Go here to read, Accounting Watchdog.
Columns for the week ending November 12, 2010:
More Immigrants Needed, But Not In The US
Non-citizen employees require more care and feeding. That gets expensive and, at times, messy for multinational employers.
The four largest global audit firms – Deloitte, Ernst & Young, KPMG, and PricewaterhouseCoopers – employ hundreds of thousands of people all over the world. And they move them around a lot. Employees of the Big 4 often work temporarily and, occasionally, permanently outside their home countries…The Big 4 audit firms are less concerned about hiring more foreign workers and recruiting more foreign students in the US right now. The press releases about hiring sprees focus mostly on Europe, India, and China.
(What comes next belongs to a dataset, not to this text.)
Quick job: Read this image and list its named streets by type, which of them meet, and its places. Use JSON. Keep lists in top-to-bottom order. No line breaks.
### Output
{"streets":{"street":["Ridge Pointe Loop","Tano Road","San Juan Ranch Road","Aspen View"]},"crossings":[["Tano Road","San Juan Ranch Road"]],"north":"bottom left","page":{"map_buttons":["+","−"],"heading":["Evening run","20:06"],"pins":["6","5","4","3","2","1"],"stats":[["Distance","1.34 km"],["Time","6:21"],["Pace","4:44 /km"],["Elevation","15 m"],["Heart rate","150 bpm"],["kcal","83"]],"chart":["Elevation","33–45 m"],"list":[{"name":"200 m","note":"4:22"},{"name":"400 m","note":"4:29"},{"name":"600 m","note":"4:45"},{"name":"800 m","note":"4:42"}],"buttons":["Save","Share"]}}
Results are still fairly dismal here, although all this new regulation does make them hopeful.
For that reason, the Big 4 audit firms have imposed quotas of a different kind…
Incorrigible: Fannie Mae and Freddie Mac Must Go
It’s another problem we have that seems almost impossible to solve – at least not quickly.
How does the US government stop subsidizing perennial problem children Fannie Mae (NYSE:FNM) and Freddie Mac (NYSE:FRE) but continue to support access to affordable home loans?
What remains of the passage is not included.